■ **Given records**
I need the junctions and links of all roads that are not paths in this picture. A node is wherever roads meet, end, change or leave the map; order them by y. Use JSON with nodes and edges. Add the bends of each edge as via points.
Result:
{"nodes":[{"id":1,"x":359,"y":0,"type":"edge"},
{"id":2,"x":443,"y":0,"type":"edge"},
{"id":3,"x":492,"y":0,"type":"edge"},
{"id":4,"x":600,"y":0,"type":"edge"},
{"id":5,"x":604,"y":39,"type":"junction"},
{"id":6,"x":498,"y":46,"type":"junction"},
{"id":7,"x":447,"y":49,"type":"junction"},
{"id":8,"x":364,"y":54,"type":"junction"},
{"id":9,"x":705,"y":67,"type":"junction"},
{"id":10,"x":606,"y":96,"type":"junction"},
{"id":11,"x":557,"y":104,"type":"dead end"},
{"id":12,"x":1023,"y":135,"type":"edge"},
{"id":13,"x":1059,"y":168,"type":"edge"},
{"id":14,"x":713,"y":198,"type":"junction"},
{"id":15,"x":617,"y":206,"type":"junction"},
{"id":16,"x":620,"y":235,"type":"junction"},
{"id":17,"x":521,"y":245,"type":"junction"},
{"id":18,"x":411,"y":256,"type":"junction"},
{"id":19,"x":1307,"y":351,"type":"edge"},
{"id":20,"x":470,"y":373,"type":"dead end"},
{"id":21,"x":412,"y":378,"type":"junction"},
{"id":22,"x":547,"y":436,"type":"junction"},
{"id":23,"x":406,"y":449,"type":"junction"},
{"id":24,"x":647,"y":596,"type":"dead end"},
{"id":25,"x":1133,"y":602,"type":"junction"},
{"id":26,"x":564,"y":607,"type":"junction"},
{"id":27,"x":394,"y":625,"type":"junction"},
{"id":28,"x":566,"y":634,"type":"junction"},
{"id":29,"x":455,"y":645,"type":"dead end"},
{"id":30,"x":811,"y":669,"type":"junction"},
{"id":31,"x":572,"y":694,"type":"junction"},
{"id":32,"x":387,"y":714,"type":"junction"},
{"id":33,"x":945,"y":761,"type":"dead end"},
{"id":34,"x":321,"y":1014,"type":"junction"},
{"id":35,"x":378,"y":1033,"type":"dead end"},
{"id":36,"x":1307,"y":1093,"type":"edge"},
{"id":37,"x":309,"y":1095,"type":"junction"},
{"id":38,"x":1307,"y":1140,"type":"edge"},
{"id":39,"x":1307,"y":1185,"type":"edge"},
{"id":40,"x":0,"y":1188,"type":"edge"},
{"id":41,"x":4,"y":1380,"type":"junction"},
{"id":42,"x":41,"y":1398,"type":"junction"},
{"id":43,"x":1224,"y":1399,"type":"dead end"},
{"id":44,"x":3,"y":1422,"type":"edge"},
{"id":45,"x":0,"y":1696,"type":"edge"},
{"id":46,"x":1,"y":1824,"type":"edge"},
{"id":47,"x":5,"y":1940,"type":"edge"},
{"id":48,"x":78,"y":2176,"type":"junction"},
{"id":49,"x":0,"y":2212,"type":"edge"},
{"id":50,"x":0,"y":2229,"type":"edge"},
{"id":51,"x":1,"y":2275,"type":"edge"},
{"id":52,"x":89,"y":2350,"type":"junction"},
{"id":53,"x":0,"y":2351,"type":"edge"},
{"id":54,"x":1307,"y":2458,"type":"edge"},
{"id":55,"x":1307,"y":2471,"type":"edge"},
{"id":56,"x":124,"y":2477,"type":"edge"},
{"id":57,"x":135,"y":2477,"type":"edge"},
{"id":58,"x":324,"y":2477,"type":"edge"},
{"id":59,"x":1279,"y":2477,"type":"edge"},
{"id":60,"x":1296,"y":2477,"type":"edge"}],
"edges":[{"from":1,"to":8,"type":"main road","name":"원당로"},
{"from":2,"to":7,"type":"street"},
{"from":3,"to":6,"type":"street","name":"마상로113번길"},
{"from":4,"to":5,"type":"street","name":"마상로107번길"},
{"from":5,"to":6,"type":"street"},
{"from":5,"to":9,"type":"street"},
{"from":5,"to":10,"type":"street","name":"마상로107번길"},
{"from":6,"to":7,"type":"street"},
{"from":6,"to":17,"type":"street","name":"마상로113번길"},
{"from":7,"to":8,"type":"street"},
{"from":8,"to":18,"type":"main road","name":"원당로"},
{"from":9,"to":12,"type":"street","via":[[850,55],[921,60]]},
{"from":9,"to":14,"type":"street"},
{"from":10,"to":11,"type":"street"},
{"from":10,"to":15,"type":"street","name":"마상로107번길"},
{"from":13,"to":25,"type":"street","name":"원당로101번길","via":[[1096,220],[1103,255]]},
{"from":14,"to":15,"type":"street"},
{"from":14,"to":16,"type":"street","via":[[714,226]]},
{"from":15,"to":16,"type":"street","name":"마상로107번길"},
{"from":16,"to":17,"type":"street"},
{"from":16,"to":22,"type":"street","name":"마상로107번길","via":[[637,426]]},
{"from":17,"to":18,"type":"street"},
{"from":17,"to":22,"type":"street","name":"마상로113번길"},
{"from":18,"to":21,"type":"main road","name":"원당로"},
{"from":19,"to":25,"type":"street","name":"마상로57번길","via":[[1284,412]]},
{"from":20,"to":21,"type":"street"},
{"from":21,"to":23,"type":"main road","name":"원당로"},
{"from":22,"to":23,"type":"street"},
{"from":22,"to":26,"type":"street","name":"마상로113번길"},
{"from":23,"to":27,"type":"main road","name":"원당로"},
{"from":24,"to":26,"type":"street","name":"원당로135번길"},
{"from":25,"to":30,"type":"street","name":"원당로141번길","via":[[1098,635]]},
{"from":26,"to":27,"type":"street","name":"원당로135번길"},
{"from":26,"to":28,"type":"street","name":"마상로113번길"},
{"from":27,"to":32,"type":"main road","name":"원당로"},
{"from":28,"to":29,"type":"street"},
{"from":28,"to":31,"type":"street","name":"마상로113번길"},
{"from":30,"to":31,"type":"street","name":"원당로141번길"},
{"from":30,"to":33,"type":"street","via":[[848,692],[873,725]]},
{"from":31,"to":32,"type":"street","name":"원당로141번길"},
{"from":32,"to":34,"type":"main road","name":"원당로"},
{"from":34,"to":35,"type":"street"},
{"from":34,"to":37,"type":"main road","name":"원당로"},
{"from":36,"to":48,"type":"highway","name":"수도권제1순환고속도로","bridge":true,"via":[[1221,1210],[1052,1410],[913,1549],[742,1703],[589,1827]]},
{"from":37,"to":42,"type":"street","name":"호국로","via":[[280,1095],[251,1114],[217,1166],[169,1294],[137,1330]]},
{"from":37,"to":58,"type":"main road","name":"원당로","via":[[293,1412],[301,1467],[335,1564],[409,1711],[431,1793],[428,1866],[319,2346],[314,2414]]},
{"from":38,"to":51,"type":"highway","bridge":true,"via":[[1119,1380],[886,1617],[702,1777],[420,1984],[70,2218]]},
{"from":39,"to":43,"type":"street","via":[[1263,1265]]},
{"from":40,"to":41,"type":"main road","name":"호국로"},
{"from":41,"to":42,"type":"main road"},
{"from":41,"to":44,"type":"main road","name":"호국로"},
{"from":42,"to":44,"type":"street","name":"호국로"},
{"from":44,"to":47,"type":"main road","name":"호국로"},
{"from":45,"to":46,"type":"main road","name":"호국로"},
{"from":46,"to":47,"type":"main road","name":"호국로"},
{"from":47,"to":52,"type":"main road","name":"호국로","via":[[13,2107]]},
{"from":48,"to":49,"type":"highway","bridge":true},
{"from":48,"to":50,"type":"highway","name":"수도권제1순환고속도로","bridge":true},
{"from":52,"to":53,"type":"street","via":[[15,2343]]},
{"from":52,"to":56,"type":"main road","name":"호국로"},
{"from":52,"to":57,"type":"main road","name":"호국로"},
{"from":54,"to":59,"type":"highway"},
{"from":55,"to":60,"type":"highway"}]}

■ **Work item**
Looking at the listing above, which lines hold "edges"? Copy every such line.

■ **Result**
I need the junctions and links of all roads that are not paths in this picture. A node is wherever roads meet, end, change or leave the map; order them by y. Use JSON with nodes and edges. Add the bends of each edge as via points.
"edges":[{"from":1,"to":8,"type":"main road","name":"원당로"},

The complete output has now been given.